» **EXERCISE**
Filter out all lines without the word "lane" from the data below, please, and copy the rest.

***

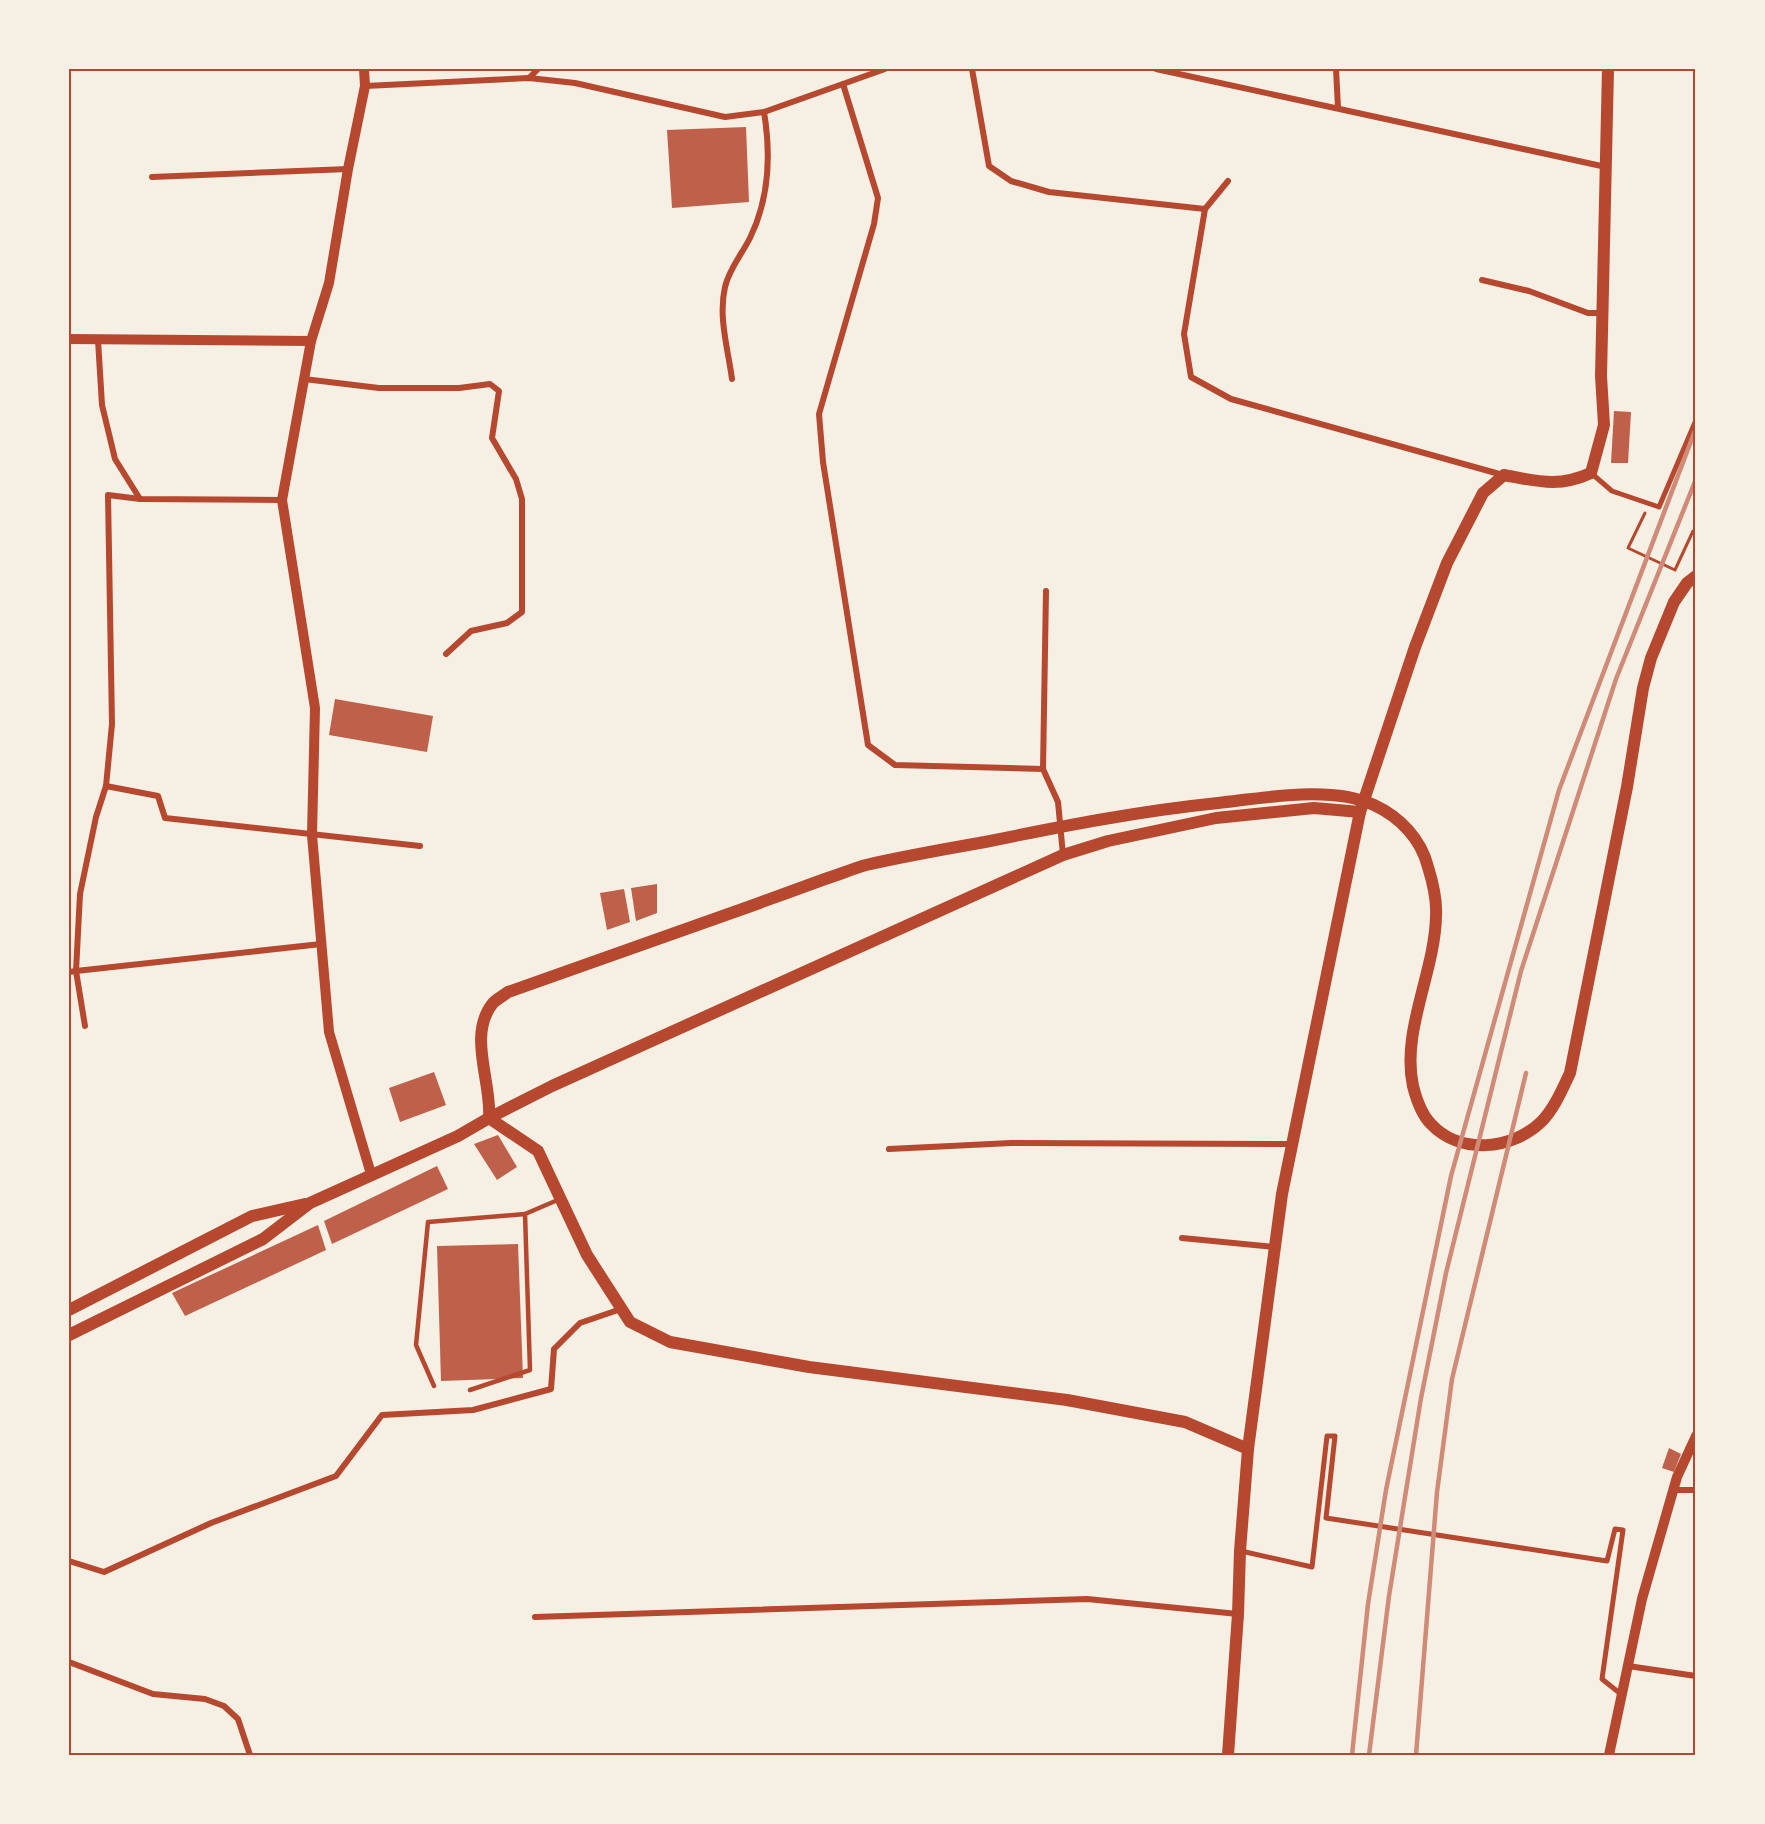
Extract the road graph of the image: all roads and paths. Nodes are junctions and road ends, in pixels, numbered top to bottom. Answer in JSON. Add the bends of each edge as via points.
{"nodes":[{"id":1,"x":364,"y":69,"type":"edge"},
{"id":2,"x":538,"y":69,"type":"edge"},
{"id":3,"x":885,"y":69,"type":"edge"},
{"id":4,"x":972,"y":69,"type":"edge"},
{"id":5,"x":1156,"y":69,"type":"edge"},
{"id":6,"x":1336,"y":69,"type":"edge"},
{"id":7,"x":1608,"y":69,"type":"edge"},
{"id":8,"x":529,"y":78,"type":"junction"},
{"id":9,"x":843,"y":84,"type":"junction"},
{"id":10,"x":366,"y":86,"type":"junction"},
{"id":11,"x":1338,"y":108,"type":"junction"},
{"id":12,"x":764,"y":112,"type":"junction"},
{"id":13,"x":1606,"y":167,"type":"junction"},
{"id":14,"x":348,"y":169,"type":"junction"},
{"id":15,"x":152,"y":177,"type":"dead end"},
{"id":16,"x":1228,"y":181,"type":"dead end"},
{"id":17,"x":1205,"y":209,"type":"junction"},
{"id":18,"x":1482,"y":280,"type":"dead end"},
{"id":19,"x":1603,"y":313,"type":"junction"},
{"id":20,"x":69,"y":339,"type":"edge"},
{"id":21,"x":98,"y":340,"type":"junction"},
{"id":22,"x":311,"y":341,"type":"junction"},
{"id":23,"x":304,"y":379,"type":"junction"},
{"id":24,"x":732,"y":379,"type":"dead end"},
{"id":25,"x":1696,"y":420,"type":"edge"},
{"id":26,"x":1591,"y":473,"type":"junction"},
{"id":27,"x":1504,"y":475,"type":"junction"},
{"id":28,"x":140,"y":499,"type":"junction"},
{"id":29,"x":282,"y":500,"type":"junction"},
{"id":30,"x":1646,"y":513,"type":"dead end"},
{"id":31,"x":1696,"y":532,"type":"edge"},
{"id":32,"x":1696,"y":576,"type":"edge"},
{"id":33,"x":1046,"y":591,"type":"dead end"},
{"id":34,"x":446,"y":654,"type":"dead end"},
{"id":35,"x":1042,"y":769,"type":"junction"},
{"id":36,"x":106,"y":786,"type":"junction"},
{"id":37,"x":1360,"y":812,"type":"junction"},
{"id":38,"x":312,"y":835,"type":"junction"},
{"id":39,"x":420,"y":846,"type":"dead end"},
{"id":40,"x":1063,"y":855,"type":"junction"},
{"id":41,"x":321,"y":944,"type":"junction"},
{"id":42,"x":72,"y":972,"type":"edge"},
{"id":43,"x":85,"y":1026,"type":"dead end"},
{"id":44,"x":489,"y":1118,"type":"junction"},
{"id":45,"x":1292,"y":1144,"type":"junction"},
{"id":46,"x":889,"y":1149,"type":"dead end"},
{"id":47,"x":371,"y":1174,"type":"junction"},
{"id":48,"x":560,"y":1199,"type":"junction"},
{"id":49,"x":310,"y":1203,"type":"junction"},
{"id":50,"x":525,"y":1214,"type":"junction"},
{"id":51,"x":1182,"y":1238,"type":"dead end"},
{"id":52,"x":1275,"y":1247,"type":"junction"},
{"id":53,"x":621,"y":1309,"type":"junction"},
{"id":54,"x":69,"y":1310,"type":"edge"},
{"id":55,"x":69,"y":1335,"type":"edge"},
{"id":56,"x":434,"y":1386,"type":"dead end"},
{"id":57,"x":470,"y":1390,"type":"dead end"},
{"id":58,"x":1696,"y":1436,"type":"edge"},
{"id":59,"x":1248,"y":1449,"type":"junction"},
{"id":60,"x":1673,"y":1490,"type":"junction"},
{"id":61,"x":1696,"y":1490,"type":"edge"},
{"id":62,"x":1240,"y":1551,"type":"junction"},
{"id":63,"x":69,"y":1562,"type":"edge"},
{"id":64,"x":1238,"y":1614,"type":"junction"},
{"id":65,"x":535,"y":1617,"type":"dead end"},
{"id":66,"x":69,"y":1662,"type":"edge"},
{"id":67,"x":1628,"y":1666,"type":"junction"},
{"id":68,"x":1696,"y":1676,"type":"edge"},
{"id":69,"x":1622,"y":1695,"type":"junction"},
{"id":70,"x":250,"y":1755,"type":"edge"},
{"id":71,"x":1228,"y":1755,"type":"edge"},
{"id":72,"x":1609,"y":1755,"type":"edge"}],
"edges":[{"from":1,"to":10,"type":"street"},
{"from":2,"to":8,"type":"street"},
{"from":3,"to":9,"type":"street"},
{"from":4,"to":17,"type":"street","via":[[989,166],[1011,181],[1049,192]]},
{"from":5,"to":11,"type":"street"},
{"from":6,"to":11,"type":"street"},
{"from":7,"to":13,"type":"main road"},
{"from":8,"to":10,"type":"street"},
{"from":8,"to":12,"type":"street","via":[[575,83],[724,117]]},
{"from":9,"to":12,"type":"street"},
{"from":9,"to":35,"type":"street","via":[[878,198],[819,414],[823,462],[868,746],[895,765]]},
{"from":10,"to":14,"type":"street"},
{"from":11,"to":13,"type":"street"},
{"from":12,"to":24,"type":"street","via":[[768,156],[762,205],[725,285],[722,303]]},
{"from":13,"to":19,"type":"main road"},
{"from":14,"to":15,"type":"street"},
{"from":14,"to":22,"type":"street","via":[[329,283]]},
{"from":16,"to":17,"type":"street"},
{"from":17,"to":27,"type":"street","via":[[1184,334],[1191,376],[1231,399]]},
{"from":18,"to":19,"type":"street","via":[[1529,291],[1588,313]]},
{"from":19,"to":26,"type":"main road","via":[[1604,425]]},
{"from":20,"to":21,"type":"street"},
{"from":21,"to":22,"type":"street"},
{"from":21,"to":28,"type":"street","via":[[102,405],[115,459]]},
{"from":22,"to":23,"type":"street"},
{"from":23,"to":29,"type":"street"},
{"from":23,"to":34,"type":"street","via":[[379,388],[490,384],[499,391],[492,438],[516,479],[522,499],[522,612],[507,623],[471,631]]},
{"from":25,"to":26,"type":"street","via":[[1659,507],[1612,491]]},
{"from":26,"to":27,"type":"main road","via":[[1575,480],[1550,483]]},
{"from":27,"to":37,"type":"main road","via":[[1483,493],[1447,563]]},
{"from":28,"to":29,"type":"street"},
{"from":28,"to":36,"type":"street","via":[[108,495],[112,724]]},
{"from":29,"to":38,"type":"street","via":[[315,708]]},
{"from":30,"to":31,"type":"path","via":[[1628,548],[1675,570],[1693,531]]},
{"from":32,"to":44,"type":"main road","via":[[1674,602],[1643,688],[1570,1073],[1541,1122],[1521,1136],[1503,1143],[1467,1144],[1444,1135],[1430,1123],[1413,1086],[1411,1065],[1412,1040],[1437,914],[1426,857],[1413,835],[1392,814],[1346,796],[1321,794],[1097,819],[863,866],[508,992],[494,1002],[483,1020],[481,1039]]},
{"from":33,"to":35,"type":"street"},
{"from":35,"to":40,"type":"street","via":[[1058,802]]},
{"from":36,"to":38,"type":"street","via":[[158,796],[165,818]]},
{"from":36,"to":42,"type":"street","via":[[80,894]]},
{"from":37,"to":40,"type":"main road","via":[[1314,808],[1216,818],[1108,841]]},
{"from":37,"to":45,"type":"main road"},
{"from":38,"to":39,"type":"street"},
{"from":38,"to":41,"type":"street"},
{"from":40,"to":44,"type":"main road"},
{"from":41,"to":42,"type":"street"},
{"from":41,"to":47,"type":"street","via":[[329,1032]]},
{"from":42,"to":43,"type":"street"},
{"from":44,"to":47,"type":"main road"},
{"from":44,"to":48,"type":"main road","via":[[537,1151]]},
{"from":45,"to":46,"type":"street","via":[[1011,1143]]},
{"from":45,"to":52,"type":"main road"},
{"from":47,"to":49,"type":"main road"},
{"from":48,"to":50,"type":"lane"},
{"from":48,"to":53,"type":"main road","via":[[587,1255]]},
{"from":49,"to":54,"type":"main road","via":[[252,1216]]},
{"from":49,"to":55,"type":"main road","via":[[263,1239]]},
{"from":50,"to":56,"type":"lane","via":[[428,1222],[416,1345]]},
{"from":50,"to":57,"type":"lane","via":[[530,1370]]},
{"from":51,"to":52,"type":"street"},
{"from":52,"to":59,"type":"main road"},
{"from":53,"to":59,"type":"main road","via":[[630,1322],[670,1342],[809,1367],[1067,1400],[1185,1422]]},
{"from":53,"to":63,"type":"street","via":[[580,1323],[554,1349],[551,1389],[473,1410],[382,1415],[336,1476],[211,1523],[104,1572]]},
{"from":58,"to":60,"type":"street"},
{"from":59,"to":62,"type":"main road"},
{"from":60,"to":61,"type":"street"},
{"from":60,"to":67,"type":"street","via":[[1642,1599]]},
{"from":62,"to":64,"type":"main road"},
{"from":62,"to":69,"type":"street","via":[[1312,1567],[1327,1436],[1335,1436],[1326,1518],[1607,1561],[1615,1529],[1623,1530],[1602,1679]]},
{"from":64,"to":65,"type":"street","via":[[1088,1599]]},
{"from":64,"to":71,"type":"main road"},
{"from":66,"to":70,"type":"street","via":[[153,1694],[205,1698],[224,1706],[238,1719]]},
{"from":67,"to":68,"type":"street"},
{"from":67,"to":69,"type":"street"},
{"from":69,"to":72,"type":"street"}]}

***

» **RESPONSE BELOW**
{"from":48,"to":50,"type":"lane"},
{"from":50,"to":56,"type":"lane","via":[[428,1222],[416,1345]]},
{"from":50,"to":57,"type":"lane","via":[[530,1370]]},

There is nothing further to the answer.